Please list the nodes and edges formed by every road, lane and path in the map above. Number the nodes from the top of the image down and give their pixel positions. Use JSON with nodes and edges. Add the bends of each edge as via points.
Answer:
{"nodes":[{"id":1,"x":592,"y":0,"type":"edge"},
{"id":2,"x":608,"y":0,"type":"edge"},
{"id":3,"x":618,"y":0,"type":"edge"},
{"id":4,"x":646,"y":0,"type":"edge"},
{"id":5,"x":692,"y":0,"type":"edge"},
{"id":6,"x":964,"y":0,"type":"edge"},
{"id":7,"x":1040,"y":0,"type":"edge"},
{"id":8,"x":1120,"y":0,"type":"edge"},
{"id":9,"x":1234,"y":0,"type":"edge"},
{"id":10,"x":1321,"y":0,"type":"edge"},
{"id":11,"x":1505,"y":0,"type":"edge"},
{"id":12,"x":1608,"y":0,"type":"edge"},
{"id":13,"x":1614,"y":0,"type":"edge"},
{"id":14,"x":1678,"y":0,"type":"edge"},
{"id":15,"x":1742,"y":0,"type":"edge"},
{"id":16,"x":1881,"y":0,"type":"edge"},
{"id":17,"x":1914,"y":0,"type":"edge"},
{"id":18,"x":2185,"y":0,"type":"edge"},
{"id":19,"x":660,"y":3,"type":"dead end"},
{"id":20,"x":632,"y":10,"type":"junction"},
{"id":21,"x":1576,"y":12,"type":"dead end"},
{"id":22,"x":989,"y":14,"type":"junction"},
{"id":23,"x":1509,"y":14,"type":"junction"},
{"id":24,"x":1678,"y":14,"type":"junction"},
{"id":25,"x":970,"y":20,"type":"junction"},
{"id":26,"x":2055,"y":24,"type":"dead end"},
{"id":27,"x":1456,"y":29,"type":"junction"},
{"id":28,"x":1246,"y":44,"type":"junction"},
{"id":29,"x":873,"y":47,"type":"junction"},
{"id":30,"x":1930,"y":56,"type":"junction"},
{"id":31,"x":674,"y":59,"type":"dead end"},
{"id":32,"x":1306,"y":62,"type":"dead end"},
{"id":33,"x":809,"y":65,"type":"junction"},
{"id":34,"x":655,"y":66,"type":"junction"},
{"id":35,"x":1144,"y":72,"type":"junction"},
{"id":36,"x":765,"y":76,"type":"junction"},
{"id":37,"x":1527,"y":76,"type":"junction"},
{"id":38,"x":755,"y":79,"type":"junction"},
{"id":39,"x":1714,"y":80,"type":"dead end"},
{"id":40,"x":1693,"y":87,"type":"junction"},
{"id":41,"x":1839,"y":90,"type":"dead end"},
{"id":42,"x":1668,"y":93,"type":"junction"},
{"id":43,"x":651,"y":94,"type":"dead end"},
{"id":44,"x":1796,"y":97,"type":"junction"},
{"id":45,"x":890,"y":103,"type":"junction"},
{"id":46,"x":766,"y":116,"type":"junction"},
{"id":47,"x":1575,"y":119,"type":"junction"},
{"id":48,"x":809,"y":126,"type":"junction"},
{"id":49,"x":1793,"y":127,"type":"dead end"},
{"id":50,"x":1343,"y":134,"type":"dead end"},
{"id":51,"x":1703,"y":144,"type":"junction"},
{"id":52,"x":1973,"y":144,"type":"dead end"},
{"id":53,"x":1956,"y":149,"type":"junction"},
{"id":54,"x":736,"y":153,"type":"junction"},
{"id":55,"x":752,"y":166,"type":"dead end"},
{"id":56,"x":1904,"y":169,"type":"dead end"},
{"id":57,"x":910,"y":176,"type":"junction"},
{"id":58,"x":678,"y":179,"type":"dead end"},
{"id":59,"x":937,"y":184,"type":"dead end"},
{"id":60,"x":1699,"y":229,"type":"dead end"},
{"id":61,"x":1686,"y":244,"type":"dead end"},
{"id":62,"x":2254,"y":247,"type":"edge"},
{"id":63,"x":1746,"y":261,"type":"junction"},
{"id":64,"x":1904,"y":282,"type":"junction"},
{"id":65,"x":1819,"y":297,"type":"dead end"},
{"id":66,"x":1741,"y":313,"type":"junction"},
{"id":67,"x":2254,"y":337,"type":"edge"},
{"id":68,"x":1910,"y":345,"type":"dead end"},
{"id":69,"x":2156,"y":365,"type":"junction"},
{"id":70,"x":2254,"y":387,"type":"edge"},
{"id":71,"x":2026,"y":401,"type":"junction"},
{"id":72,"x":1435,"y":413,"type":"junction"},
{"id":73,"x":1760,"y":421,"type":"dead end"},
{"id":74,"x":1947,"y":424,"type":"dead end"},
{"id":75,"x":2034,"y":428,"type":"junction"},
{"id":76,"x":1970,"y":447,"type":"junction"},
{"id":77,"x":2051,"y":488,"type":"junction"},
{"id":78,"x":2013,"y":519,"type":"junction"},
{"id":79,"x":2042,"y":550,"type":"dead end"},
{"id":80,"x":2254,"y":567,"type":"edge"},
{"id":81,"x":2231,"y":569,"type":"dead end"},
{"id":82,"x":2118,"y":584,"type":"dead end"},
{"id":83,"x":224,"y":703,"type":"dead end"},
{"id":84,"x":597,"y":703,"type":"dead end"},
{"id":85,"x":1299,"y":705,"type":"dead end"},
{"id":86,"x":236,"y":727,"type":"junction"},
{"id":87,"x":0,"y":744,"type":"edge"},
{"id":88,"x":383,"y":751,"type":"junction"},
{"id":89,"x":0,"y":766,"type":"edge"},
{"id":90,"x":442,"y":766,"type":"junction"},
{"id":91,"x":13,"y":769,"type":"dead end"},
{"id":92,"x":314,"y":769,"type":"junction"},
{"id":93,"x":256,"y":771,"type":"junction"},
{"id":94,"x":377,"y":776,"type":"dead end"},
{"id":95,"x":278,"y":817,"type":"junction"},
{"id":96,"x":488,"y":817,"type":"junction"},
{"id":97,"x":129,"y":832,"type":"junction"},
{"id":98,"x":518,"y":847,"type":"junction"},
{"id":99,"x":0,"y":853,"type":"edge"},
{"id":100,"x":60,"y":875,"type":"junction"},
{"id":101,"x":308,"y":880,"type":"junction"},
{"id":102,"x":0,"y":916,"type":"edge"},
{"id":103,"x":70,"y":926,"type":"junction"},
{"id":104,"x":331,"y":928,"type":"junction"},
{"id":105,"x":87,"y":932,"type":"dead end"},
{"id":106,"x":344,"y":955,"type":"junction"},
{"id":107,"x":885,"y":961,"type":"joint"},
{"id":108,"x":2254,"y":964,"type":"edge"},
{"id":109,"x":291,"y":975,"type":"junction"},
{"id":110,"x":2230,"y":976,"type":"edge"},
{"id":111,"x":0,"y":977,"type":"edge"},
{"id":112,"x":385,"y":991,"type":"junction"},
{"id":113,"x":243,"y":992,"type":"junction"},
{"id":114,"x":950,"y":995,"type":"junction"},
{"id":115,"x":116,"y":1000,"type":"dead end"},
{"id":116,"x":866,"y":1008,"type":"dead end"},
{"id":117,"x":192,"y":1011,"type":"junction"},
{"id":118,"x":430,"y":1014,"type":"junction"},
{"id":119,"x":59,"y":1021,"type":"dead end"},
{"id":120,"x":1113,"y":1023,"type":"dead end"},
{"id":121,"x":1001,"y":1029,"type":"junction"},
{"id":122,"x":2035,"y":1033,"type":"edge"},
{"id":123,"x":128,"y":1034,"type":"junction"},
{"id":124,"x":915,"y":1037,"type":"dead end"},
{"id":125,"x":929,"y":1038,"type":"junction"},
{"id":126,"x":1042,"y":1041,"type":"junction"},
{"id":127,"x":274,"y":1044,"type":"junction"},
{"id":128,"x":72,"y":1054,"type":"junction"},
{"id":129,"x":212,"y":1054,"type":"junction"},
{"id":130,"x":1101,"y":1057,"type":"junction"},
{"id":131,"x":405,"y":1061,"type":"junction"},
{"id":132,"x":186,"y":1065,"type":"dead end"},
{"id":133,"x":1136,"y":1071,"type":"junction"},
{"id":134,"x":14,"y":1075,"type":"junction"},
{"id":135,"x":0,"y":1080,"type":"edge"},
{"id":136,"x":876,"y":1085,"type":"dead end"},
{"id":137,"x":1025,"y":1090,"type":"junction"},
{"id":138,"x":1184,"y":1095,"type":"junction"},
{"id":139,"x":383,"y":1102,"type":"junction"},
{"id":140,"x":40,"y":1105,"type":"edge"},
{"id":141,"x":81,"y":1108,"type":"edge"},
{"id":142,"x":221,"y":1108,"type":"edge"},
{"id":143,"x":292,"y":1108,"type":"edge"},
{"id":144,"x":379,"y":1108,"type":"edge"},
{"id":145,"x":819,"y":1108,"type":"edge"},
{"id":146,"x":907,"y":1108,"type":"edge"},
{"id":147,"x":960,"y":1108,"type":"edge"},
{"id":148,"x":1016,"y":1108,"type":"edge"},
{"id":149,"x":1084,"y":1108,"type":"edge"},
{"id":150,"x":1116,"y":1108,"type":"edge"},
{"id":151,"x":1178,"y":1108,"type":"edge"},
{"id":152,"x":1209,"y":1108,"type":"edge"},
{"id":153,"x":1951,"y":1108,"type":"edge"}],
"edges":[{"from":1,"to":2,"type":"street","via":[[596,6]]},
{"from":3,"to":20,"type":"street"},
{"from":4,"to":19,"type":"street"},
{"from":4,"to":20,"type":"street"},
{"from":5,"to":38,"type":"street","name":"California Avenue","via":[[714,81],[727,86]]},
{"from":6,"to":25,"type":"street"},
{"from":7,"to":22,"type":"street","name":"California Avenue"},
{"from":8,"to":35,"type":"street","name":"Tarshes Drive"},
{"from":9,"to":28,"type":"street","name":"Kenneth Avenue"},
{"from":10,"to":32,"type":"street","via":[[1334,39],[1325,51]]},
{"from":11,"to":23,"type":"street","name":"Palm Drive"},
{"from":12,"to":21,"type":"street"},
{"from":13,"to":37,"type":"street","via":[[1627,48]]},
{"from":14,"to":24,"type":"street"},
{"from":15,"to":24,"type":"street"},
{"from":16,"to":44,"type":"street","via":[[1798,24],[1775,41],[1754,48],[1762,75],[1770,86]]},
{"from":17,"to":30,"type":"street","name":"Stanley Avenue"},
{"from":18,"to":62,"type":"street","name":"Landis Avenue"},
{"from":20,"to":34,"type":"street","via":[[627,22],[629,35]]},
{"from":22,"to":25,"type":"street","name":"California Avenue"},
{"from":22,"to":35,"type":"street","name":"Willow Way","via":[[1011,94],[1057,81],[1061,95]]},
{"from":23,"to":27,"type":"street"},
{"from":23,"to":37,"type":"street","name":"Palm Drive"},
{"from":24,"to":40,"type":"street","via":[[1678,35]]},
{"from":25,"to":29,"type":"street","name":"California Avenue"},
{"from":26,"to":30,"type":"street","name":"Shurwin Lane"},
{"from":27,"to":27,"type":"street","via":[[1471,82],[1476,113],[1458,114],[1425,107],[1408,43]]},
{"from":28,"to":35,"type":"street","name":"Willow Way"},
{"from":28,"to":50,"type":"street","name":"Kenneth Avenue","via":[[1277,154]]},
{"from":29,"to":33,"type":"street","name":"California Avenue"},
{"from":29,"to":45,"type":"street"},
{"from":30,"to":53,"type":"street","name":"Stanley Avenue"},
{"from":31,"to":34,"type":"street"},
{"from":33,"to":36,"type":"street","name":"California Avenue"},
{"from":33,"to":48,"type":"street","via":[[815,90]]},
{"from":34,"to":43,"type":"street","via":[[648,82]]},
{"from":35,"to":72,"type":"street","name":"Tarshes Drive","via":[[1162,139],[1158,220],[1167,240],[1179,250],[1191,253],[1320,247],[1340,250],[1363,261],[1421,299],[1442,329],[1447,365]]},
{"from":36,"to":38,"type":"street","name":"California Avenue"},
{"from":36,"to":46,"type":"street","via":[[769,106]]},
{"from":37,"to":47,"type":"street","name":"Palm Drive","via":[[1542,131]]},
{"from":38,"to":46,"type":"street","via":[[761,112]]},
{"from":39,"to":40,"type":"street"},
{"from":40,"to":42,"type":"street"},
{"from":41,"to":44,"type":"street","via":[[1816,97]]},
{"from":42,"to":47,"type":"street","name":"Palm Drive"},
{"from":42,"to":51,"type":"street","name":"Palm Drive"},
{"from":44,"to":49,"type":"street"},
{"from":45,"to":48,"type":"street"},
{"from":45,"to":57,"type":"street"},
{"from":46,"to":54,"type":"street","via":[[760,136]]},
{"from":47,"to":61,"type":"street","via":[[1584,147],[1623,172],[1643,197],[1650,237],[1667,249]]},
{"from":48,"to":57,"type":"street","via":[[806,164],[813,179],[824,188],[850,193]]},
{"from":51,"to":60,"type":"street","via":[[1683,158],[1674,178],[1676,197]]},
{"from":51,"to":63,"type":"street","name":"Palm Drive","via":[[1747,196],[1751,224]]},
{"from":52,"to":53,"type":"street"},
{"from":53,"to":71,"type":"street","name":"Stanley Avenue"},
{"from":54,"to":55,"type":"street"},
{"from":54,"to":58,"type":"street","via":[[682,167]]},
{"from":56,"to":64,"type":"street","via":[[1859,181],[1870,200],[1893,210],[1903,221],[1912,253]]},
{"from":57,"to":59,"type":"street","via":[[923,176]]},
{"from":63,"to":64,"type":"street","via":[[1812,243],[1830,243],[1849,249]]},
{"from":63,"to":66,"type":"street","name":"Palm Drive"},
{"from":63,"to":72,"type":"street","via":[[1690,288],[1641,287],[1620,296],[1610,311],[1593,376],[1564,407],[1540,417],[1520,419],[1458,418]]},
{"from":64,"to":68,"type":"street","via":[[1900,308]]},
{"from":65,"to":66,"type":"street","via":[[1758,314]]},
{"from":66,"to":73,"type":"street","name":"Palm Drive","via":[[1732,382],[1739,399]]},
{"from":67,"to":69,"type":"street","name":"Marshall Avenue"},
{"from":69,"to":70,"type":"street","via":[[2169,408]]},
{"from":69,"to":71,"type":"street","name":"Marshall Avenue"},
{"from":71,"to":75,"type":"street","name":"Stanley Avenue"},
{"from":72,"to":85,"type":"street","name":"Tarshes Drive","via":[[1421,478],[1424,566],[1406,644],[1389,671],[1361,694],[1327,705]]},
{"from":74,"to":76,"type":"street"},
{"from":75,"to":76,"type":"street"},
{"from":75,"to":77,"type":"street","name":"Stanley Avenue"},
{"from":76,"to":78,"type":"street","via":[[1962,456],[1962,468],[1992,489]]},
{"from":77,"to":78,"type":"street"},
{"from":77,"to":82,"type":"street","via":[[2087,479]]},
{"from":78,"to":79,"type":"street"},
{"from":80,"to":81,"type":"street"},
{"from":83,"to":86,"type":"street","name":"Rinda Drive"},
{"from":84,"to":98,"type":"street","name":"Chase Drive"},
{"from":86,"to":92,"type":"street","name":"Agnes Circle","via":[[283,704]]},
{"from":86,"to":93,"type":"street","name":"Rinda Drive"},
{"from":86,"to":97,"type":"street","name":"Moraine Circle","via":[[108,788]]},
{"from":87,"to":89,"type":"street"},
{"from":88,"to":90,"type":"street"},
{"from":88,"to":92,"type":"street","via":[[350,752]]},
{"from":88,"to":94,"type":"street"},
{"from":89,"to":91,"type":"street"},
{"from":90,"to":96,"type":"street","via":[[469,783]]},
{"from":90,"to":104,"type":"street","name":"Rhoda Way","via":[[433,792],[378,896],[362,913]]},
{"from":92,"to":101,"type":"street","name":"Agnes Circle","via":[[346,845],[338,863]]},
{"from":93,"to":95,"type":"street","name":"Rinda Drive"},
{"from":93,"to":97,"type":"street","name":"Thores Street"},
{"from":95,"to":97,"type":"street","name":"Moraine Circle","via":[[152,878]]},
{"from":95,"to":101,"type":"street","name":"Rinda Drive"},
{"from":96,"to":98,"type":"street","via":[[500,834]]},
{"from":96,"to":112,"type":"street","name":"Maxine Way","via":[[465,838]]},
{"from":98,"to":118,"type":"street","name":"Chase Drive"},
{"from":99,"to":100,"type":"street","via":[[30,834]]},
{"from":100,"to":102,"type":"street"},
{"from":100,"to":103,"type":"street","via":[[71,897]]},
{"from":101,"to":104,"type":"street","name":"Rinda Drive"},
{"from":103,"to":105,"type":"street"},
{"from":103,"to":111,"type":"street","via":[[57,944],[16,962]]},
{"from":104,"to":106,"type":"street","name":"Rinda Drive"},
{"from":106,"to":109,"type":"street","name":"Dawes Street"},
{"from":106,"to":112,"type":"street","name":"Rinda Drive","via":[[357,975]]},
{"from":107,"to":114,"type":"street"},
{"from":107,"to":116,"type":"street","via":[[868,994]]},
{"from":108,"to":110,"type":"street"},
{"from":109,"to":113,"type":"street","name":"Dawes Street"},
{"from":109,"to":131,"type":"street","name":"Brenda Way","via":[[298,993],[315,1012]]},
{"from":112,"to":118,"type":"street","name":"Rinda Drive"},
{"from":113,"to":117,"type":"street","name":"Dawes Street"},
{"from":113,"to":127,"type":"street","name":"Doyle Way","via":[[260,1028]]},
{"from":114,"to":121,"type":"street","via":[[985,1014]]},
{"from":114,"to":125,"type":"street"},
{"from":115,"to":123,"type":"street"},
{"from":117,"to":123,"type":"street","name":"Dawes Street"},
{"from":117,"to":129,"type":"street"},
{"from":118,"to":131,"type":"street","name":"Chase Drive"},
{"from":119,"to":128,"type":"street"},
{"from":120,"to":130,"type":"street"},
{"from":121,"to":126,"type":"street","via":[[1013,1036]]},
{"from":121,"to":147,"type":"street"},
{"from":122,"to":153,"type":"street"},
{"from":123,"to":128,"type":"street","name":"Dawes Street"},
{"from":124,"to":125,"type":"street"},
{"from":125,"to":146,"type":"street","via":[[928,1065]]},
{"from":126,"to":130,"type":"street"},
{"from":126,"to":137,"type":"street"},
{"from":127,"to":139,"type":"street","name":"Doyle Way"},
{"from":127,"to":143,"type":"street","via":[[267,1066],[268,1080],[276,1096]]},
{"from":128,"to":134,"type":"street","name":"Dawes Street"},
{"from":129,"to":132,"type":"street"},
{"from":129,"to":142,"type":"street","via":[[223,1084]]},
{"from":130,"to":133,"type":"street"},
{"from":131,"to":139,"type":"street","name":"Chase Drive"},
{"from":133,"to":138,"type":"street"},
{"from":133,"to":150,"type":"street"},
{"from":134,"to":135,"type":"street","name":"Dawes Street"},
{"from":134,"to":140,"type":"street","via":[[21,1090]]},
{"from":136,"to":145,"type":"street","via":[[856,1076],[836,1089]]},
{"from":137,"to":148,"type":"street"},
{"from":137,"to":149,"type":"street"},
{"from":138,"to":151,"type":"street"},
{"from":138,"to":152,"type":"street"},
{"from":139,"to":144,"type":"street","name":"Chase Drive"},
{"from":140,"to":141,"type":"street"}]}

| What is expected |
For every line in the entries above that contains "Tarshes", add one to a count, and give that number by itself.

| Answer below |
3